**WORK ORDER:** Which lines in the records below contain the word "list"? Copy each of them.

+++

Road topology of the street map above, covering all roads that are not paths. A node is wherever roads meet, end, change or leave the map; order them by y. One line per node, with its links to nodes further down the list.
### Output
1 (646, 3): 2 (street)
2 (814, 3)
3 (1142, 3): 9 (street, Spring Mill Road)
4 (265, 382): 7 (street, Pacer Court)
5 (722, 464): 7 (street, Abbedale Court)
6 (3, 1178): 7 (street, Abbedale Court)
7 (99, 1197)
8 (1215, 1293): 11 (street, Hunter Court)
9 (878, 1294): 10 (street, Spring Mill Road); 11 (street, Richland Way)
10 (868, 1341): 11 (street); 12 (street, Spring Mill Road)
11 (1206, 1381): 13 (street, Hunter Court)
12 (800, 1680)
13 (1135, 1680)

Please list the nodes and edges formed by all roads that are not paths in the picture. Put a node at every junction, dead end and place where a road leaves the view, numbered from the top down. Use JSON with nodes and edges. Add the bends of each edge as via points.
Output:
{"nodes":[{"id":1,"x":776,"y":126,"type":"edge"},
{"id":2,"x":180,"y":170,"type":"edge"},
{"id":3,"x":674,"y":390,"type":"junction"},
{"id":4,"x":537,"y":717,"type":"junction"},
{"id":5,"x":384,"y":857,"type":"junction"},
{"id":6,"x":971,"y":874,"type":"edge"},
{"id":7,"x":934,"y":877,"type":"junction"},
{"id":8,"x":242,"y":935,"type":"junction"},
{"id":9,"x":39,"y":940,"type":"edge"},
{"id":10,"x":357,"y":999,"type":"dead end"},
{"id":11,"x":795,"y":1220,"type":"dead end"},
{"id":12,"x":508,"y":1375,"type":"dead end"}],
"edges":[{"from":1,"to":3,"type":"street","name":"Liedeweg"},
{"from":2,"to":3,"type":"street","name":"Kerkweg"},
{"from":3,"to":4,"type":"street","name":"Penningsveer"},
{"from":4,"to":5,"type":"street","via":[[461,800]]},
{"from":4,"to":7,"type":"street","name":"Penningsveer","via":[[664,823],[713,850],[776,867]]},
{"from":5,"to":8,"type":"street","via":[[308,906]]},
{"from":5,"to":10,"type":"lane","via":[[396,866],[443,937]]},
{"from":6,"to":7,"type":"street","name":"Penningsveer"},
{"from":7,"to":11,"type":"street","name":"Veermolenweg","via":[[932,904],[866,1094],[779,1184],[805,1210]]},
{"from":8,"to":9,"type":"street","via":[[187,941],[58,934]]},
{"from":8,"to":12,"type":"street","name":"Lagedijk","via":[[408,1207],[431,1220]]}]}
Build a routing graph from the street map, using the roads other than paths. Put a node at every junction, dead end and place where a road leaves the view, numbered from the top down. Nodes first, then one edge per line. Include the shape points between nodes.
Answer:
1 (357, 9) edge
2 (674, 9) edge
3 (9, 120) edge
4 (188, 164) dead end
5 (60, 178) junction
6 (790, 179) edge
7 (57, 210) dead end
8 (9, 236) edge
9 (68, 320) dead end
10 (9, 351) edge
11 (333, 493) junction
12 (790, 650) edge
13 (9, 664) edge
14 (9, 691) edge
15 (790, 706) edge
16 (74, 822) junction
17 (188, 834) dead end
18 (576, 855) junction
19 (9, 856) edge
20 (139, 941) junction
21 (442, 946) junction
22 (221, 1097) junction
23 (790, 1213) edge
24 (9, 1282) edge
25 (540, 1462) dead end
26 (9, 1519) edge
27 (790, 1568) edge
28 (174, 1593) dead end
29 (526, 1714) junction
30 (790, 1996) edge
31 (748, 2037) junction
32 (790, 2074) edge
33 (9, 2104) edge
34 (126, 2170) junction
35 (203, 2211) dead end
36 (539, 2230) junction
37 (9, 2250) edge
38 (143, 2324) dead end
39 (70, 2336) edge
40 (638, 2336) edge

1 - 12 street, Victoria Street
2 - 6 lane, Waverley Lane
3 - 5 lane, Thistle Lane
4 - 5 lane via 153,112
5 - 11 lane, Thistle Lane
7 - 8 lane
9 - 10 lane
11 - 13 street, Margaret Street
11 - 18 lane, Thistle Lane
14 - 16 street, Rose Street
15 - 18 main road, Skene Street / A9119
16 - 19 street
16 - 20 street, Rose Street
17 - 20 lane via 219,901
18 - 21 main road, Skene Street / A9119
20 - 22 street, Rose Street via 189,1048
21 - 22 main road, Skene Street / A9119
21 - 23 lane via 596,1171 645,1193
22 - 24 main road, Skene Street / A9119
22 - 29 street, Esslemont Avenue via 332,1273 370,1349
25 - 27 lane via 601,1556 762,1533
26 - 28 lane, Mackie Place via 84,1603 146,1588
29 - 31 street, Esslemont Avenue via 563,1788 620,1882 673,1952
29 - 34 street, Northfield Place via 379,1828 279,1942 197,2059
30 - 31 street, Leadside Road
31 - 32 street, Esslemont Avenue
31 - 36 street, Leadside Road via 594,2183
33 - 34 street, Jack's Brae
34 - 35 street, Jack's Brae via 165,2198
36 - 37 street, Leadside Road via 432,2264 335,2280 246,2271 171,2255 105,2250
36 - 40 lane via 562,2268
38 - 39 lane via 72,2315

+++

**EXERCISE OUTPUT:**
Road topology of the street map above, covering all roads that are not paths. A node is wherever roads meet, end, change or leave the map; order them by y. One line per node, with its links to nodes further down the list.
Please list the nodes and edges formed by all roads that are not paths in the picture. Put a node at every junction, dead end and place where a road leaves the view, numbered from the top down. Use JSON with nodes and edges. Add the bends of each edge as via points.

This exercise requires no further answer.